● Exercise requirements: Return every line from the records below in which the word "Manzini" is found.

[Saved entries]
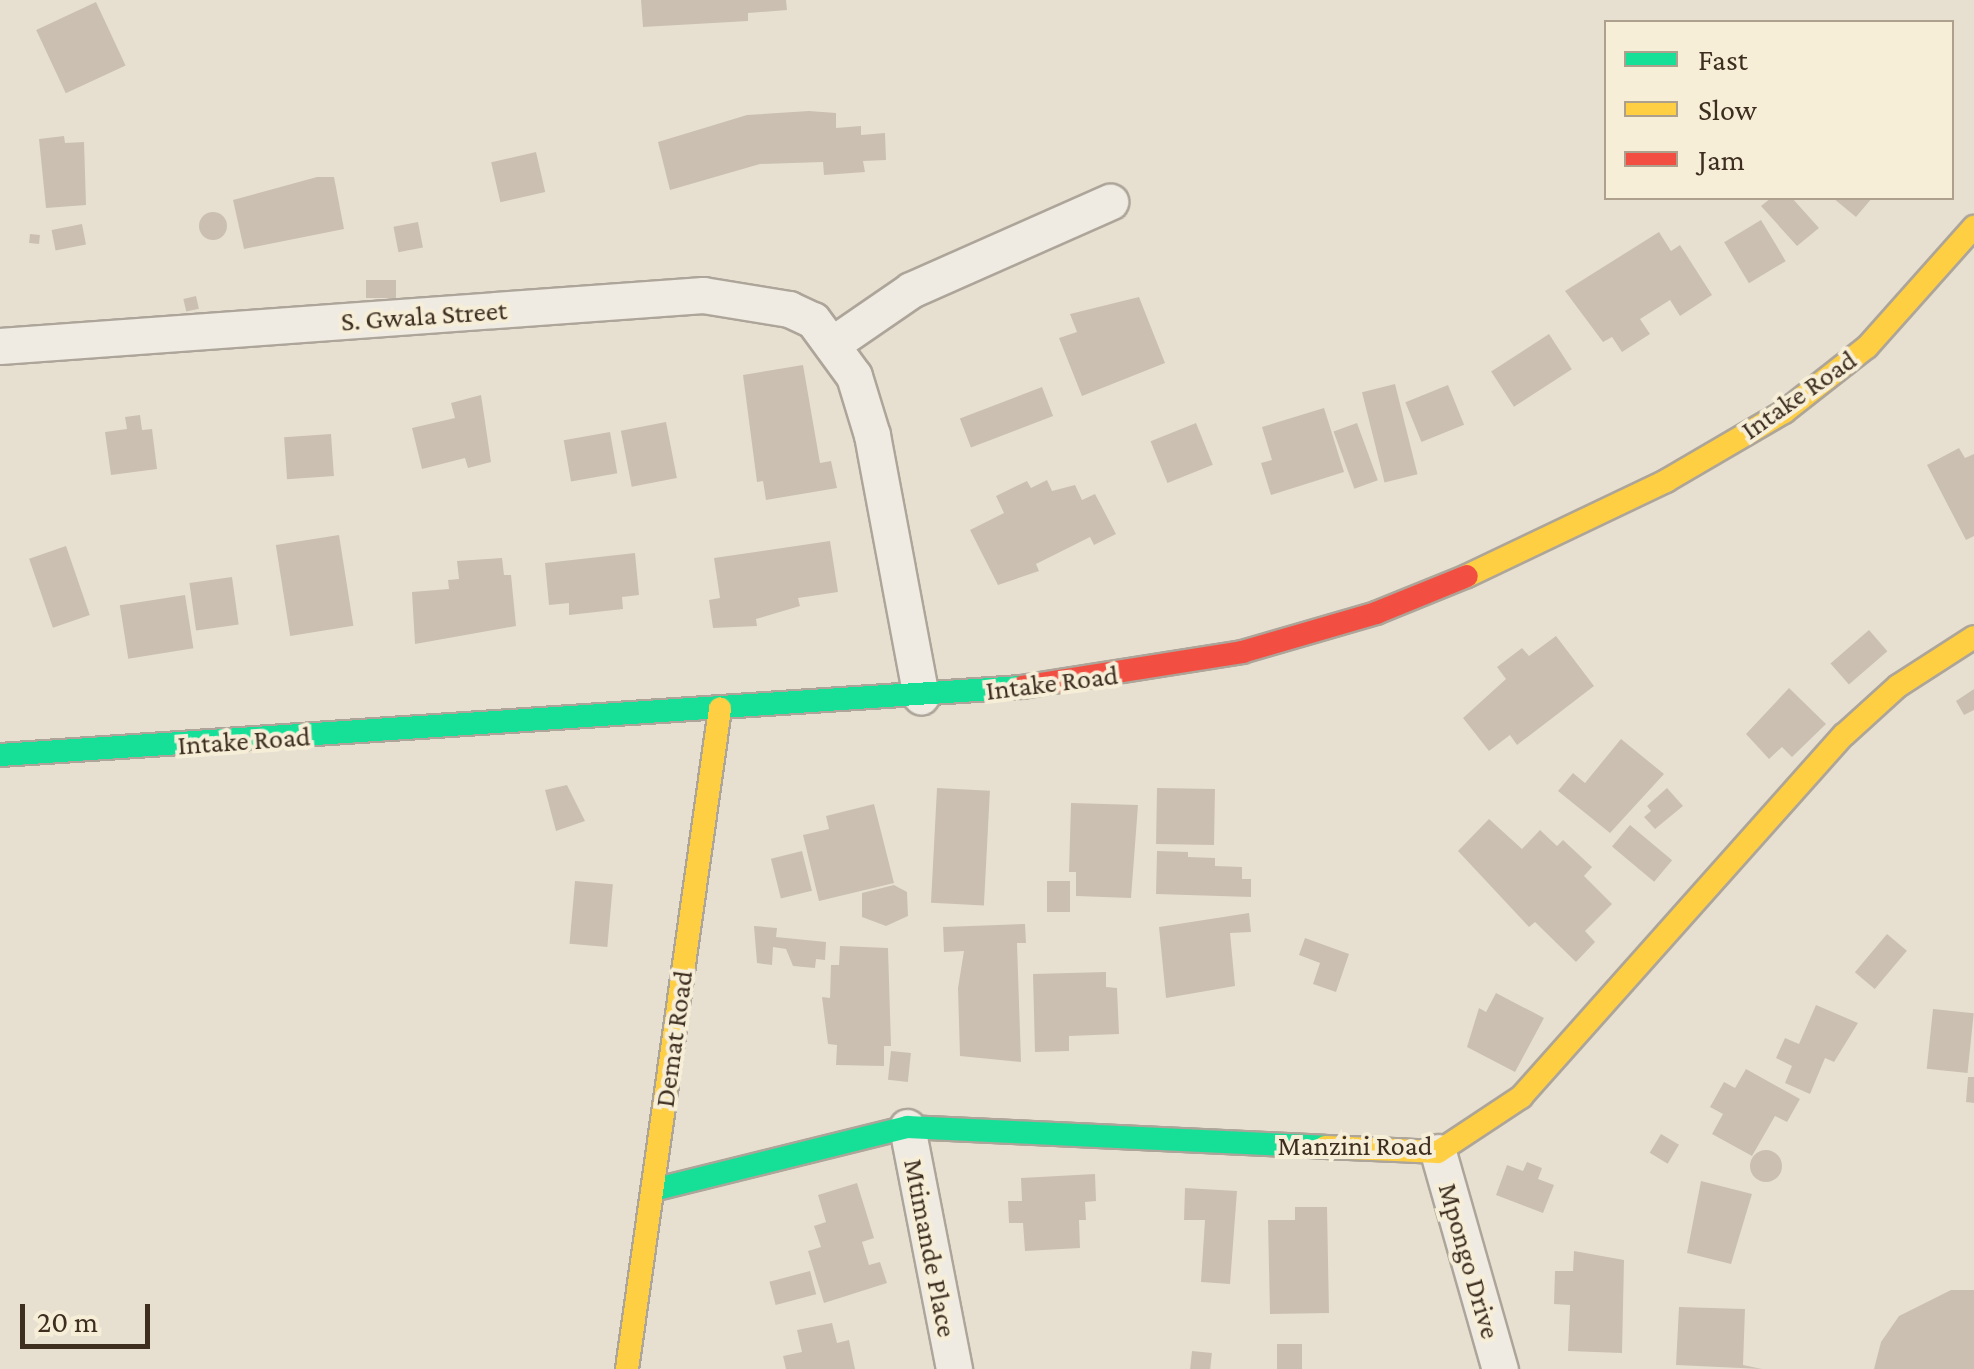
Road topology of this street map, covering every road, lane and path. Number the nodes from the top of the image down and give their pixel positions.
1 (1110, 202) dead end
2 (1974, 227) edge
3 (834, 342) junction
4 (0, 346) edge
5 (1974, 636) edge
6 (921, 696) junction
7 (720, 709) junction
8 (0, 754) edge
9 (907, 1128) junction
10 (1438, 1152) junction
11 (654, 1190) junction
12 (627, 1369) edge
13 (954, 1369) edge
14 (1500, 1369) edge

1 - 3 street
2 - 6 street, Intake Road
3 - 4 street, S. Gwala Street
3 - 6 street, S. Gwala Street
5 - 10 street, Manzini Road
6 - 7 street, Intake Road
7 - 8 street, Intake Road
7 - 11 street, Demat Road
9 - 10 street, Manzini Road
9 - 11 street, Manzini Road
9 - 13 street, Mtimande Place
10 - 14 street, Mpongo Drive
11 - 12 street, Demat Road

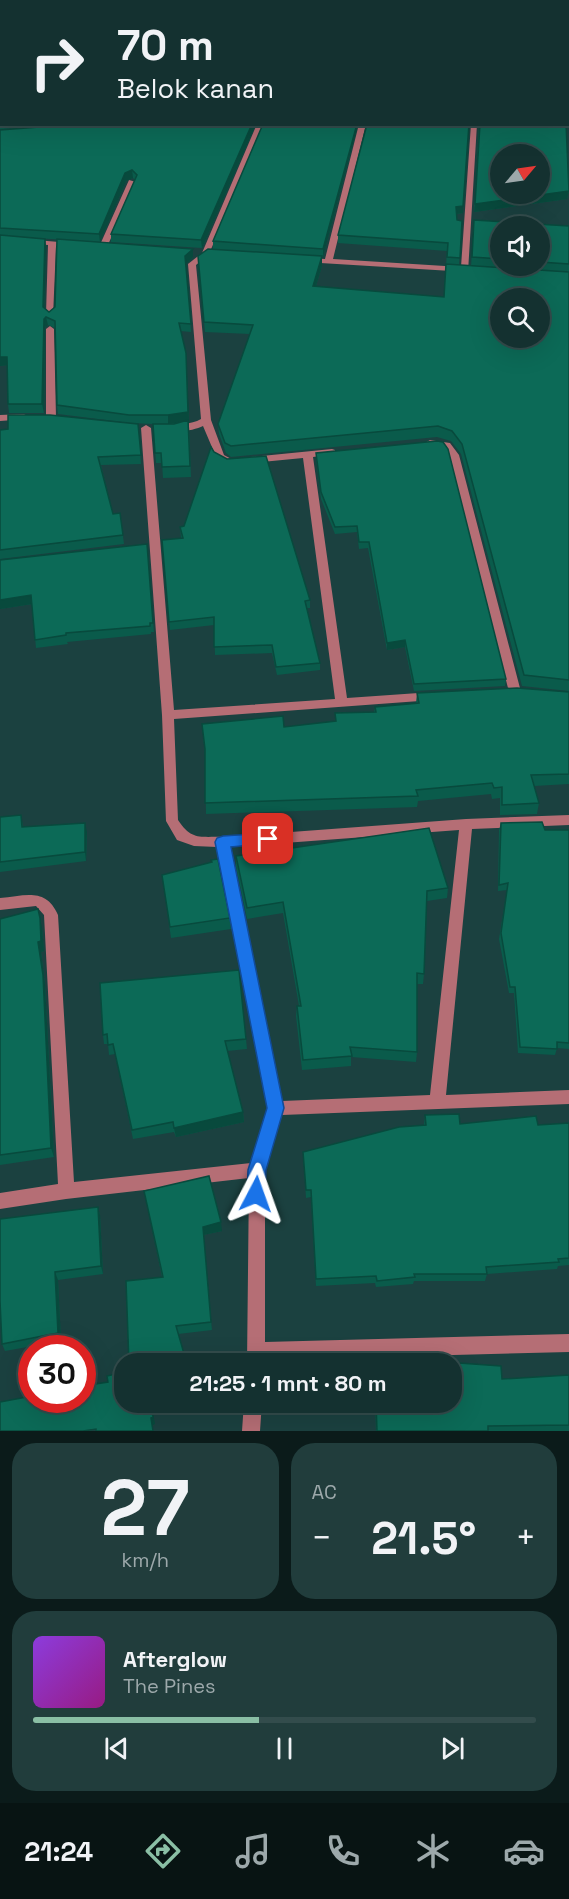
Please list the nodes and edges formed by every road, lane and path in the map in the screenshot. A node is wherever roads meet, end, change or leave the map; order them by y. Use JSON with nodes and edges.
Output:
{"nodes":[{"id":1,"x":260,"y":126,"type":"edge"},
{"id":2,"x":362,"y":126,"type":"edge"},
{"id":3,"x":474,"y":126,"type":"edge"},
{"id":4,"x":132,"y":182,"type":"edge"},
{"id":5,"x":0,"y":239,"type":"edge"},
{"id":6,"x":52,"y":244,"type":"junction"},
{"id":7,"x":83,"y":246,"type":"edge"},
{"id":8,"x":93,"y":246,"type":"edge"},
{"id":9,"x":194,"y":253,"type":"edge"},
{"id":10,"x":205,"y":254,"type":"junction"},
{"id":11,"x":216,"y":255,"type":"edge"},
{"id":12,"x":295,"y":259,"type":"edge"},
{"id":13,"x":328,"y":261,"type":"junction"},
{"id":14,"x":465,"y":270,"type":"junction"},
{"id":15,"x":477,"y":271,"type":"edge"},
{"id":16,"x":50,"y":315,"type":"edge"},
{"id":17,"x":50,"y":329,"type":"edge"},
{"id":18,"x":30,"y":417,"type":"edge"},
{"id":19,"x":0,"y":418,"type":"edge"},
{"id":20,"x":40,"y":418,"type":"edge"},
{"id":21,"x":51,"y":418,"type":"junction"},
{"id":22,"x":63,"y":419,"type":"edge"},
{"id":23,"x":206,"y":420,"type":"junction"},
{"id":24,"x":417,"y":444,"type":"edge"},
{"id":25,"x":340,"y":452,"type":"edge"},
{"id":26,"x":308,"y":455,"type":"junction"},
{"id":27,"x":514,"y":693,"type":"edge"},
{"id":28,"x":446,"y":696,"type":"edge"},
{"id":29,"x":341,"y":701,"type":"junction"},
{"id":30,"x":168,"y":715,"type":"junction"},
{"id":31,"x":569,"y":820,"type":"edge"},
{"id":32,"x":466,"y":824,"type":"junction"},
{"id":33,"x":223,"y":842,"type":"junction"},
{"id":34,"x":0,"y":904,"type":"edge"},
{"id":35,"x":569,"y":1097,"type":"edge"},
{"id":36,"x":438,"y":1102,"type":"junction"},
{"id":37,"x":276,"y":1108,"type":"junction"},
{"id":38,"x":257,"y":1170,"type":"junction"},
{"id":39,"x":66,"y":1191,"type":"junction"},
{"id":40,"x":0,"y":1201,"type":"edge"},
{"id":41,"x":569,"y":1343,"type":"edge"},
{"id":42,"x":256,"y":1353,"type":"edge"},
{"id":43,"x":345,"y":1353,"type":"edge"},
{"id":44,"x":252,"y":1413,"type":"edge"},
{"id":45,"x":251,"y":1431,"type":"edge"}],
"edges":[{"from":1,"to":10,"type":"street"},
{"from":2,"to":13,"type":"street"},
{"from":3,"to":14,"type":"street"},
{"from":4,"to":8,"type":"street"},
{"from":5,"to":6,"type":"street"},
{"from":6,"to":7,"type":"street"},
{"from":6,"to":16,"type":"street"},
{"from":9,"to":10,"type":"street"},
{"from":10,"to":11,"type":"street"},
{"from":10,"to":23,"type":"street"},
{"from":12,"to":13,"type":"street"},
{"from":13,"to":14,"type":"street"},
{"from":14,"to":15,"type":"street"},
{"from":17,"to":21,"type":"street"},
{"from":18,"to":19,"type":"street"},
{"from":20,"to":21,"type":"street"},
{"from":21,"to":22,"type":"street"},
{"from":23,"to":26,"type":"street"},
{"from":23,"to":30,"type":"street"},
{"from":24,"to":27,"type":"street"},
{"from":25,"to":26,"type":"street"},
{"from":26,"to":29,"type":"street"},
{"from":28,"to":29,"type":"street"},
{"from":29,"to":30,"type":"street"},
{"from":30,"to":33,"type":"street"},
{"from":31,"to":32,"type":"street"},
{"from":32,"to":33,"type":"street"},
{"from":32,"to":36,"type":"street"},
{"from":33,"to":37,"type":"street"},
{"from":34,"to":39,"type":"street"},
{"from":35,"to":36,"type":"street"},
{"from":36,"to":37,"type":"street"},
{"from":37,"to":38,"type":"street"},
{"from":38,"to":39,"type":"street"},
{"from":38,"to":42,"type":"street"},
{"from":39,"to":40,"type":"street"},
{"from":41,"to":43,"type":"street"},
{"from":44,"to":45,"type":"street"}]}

● Response:
5 - 10 street, Manzini Road
9 - 10 street, Manzini Road
9 - 11 street, Manzini Road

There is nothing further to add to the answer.